▶ _EXERCISE DIRECTIONS_
Go through the lines below and copy each one that holds the string "REINMANN".

RECORDED INFORMATION: Begin

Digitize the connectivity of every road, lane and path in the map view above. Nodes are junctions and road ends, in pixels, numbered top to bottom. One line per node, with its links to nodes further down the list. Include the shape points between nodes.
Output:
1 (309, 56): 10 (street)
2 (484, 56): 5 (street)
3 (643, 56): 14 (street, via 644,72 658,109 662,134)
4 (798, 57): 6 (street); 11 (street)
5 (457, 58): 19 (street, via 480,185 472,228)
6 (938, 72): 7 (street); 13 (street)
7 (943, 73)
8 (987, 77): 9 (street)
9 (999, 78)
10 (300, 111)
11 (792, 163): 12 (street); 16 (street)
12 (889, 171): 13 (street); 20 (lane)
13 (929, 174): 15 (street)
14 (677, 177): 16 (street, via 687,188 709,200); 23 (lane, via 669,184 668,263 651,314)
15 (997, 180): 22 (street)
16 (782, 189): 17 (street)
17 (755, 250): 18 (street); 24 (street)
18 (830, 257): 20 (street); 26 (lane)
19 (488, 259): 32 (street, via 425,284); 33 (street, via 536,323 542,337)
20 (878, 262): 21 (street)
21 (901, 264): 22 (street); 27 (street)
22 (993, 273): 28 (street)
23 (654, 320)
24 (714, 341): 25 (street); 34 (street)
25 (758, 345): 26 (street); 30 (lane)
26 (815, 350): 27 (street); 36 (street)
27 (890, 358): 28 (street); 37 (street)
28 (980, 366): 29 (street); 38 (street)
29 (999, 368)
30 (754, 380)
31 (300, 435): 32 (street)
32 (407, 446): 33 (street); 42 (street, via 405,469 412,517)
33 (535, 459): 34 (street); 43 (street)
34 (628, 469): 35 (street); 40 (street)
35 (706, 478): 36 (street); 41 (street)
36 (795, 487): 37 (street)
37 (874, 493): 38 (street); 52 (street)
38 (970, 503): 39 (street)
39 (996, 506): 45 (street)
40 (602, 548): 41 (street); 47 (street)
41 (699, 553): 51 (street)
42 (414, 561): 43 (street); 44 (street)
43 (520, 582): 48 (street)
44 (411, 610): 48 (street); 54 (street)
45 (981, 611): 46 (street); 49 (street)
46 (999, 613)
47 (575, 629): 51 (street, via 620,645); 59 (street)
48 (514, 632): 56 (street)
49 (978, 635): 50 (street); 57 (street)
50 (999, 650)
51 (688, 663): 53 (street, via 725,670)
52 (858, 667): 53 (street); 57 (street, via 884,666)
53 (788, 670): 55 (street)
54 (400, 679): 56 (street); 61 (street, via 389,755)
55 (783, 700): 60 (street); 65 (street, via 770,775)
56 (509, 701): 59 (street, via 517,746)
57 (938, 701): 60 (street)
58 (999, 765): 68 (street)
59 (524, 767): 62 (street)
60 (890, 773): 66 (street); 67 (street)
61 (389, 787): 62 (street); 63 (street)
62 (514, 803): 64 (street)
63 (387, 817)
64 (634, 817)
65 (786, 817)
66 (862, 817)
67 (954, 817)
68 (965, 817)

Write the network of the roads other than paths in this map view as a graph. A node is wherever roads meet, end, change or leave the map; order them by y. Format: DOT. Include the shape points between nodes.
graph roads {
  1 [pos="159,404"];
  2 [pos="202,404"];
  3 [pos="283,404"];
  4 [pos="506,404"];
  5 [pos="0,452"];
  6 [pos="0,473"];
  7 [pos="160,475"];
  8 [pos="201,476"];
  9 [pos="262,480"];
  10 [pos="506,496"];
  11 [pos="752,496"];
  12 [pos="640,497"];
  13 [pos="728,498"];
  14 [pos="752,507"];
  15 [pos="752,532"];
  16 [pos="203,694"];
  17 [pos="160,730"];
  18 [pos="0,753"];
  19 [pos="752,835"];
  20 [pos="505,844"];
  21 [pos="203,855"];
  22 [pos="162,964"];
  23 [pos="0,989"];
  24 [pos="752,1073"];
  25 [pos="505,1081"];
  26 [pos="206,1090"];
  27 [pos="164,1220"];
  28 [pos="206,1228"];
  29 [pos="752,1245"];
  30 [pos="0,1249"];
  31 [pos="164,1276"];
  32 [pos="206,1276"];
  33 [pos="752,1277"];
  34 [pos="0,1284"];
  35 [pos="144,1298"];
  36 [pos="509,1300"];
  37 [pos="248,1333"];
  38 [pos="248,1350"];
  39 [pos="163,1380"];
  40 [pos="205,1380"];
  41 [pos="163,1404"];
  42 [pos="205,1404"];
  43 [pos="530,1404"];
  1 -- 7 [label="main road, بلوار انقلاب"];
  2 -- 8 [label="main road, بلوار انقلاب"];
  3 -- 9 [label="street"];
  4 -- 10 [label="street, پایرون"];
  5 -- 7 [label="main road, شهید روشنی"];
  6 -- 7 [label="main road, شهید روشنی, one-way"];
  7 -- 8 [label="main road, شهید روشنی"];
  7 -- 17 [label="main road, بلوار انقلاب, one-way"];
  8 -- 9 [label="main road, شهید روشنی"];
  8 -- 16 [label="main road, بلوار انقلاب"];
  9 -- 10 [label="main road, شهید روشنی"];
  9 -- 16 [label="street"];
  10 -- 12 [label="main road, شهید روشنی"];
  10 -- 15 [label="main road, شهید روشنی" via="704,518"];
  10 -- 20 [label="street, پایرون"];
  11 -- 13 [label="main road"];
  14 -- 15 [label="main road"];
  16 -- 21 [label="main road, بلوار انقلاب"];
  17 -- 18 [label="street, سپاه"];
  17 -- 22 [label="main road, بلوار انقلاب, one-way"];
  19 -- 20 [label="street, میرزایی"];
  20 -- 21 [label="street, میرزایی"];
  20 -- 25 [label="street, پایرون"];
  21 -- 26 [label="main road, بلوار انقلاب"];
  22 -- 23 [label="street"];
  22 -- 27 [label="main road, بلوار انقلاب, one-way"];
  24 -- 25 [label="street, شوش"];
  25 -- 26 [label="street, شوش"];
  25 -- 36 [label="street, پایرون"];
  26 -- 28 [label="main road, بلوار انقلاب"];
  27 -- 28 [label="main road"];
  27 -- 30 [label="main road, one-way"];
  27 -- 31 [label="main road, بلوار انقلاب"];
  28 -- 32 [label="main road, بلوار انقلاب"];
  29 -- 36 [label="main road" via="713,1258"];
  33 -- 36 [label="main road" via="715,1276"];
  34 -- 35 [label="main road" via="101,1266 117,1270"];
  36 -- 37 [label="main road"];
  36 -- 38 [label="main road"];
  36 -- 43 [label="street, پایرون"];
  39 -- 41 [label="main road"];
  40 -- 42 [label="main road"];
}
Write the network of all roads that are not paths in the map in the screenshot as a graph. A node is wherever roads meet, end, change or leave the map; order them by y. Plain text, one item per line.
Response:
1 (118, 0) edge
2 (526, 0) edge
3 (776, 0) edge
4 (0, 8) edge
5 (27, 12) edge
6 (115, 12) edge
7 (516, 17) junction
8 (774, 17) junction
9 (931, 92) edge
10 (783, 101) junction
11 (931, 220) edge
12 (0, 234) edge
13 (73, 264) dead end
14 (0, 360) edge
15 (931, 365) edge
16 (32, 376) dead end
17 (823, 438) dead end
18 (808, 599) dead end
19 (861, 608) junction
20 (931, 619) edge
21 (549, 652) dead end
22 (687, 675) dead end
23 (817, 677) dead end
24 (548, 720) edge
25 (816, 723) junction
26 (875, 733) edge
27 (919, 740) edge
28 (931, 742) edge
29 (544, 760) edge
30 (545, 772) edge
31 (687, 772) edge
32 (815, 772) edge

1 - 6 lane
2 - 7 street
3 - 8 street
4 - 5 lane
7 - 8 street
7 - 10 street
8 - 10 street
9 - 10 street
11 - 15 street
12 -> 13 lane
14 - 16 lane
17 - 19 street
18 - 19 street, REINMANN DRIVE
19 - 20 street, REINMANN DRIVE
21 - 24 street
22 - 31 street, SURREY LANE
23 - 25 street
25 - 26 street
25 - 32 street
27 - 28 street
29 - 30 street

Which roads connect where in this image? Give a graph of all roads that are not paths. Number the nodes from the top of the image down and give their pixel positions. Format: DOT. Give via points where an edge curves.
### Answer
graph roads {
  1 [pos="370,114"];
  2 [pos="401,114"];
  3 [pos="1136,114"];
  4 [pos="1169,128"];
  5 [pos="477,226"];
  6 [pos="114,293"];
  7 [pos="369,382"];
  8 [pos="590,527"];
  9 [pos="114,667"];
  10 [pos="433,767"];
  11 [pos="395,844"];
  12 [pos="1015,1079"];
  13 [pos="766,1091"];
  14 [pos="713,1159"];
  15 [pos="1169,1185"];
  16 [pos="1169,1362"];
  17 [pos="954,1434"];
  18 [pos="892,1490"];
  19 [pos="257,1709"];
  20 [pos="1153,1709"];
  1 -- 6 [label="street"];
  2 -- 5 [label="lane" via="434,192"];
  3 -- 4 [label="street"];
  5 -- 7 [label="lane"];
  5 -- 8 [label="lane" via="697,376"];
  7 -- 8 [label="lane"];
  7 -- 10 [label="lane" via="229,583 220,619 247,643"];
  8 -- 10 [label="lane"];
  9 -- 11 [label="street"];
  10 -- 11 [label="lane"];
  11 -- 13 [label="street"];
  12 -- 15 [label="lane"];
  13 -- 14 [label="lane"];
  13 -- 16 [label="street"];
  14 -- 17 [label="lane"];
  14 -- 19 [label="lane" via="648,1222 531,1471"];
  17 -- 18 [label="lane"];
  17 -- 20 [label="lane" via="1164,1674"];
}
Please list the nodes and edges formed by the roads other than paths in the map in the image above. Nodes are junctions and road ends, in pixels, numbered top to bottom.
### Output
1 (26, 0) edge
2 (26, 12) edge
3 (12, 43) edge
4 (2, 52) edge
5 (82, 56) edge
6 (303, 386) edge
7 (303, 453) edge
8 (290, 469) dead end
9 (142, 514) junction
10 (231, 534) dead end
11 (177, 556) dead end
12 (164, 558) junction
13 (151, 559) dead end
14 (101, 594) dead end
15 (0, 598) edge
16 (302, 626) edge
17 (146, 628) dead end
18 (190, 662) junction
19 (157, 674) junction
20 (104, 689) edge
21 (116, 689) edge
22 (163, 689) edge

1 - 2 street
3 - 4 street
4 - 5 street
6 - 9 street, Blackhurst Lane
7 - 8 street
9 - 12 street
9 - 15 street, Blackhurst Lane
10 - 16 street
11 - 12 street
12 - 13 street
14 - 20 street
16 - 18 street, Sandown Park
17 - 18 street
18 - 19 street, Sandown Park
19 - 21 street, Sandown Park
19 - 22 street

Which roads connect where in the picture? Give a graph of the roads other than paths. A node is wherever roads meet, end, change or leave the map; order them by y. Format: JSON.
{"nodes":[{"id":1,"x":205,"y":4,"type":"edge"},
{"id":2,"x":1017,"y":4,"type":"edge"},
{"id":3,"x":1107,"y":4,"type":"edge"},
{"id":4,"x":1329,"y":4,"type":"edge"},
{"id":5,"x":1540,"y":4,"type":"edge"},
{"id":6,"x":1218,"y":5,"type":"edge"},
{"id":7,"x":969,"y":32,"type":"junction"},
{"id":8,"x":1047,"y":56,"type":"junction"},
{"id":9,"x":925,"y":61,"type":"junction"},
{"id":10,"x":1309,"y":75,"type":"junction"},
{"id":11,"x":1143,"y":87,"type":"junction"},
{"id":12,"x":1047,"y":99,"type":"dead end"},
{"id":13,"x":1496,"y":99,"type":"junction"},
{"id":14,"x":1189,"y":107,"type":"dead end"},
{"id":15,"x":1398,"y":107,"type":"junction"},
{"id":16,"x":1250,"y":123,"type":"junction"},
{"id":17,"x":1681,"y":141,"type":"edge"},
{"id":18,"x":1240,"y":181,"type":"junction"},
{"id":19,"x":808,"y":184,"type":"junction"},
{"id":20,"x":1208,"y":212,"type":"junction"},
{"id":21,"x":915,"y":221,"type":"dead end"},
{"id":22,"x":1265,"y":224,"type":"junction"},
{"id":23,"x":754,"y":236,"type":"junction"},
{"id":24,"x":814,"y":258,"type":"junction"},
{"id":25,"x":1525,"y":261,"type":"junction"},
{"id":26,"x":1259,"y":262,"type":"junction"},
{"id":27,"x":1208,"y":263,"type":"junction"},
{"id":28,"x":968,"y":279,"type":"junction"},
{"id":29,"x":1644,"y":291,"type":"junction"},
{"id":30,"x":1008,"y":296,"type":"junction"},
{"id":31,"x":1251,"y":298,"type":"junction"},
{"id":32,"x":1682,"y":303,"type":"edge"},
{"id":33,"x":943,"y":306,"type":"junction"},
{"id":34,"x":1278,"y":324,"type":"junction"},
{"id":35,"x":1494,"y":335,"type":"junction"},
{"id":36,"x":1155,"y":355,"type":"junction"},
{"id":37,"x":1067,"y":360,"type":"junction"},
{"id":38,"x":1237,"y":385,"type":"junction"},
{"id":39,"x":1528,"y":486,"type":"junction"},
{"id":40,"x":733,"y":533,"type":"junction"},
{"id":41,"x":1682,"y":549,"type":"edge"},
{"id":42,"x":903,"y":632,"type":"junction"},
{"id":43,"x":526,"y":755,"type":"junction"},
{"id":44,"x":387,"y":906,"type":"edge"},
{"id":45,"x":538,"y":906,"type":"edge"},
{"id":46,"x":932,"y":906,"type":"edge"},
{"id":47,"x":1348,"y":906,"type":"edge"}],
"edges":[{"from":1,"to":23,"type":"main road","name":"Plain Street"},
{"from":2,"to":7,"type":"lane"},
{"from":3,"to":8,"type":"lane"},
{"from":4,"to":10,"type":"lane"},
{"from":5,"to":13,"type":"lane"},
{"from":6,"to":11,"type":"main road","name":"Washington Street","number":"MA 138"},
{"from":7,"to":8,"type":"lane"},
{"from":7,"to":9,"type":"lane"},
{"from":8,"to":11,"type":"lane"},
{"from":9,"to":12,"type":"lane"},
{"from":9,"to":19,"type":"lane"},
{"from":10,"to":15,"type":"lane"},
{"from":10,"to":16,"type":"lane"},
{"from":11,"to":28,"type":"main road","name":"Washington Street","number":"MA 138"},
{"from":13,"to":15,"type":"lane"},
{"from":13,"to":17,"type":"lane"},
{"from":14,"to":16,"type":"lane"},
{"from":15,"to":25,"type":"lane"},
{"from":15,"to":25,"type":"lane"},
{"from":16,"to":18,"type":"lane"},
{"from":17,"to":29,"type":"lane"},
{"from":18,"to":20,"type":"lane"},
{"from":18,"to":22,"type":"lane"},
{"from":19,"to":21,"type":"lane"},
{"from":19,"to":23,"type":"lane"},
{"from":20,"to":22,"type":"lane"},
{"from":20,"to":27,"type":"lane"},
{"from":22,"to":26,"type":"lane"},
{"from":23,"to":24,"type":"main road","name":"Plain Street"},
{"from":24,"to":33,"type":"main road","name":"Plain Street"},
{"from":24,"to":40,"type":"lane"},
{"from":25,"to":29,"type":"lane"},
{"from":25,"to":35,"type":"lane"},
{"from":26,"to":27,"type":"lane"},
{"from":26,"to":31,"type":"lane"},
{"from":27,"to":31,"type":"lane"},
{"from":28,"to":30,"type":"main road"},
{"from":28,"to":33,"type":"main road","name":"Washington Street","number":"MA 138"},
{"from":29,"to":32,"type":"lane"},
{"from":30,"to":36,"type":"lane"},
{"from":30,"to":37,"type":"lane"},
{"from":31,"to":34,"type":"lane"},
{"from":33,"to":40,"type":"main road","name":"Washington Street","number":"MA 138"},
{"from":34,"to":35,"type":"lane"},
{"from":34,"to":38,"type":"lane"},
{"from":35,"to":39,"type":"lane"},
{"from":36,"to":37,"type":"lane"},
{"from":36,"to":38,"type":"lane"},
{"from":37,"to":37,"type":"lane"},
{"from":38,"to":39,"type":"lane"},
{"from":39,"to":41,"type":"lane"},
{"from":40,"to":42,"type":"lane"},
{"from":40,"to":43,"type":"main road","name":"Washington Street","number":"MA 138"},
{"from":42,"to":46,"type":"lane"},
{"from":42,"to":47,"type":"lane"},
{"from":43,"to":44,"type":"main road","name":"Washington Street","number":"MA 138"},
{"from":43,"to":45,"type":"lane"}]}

RECORDED INFORMATION: End

▶ _PROBLEM SOLUTION_
18 - 19 street, REINMANN DRIVE
19 - 20 street, REINMANN DRIVE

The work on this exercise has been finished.